The U.S. Food and Drug Administration (FDA) released two final guidances yesterday regarding medical communications: Drug and Device Manufacturer Communications With Payors, Formulary Committees, and Similar Entities — Questions and Answers (Payor Communications Guidance) and Medical Product Communications That Are Consistent With the FDA-Required Labeling — Questions and Answers (Medical Products Communications Guidance). These guidances were previously released last year in draft.
The Payor Communications Guidance provides input into manufacturer, packer and distributor (Firms) communication of health care economic information (HCEI) regarding prescription drugs and medical devices (Products) to payors, formulary committees, and similar entities (Payors). The Payor Communications Guidance also addresses common questions related to the dissemination of information to Payors regarding Products not yet approved or cleared for any use by the FDA and unapproved uses of approved/cleared medical products.
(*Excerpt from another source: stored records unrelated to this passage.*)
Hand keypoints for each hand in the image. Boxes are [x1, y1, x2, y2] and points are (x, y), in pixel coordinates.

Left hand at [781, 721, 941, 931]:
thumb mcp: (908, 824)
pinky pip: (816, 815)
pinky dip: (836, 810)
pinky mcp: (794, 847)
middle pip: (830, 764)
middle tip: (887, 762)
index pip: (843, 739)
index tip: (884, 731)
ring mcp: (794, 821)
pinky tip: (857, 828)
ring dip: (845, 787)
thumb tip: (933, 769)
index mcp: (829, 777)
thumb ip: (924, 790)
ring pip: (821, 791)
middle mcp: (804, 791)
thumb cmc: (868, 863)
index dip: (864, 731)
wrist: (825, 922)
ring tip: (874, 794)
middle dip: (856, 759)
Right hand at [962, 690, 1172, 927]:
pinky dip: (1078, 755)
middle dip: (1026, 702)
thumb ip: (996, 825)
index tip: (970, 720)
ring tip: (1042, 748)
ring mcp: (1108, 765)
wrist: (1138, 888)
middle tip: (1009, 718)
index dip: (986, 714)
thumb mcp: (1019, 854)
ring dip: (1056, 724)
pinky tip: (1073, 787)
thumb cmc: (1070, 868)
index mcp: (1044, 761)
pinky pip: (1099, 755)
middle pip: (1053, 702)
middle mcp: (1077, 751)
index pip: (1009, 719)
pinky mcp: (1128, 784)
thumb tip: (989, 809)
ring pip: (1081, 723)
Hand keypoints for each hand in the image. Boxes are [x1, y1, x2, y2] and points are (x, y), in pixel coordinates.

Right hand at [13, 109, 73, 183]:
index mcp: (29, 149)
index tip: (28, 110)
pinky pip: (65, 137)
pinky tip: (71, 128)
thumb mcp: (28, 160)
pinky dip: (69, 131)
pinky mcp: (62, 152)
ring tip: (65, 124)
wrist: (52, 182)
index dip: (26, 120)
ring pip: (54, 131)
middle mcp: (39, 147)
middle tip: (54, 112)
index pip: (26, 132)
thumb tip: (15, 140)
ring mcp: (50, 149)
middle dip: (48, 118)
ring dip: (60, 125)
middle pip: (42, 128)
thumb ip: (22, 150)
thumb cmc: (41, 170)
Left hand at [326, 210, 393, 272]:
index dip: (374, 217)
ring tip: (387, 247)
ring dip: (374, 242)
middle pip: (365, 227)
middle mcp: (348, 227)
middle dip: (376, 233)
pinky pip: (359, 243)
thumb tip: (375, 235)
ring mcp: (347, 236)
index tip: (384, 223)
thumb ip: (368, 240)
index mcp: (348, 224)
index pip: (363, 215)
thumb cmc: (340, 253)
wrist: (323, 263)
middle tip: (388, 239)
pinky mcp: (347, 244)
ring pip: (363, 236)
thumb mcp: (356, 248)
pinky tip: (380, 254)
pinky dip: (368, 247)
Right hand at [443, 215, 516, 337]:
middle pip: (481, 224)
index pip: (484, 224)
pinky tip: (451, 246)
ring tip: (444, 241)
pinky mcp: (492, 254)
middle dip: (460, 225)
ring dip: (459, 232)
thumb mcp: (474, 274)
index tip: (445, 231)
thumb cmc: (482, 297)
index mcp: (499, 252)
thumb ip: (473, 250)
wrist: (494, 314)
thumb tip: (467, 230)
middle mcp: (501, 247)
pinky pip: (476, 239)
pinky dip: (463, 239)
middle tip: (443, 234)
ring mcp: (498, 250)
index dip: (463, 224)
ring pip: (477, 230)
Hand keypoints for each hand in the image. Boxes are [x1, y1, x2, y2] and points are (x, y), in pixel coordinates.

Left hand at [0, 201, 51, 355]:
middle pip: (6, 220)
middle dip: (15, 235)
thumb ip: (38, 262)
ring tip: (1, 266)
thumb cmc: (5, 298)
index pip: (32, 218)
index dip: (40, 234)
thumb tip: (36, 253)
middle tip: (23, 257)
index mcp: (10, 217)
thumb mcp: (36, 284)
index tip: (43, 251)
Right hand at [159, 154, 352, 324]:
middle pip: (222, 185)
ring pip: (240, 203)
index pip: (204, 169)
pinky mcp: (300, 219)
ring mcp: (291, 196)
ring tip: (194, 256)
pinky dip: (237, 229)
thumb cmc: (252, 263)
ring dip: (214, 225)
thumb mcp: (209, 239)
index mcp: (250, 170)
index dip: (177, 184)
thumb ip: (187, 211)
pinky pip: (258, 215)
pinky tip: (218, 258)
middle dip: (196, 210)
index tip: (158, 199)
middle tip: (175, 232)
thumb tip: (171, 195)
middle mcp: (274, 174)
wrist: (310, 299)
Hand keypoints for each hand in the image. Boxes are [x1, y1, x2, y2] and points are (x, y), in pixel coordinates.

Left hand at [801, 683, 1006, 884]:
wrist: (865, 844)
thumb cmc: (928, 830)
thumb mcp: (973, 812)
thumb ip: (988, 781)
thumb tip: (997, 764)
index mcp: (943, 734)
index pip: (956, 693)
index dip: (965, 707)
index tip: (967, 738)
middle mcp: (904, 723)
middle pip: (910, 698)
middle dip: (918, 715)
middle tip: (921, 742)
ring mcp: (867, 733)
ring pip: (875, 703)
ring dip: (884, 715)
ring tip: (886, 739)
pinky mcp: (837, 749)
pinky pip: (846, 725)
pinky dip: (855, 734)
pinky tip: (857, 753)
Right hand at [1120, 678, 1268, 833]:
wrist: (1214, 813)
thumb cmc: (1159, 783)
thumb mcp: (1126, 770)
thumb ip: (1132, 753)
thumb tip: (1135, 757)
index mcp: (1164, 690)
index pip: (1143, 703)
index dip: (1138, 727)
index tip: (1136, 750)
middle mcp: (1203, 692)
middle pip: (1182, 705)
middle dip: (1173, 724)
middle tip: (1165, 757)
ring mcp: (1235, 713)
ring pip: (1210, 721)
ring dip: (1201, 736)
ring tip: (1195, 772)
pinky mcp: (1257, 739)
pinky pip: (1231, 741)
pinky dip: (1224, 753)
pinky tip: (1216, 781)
HCEI is defined as “any analysis (including the clinical data, inputs, clinical or other assumptions, methods, results, and other components underlying or comprising the analysis) that identifies, measures, or describes the economic consequences, which may be based on the separate or aggregated clinical consequences of the represented health outcomes, of the use of a drug. Such analysis may be comparative to the use of another drug, to another health care intervention, or to no intervention.”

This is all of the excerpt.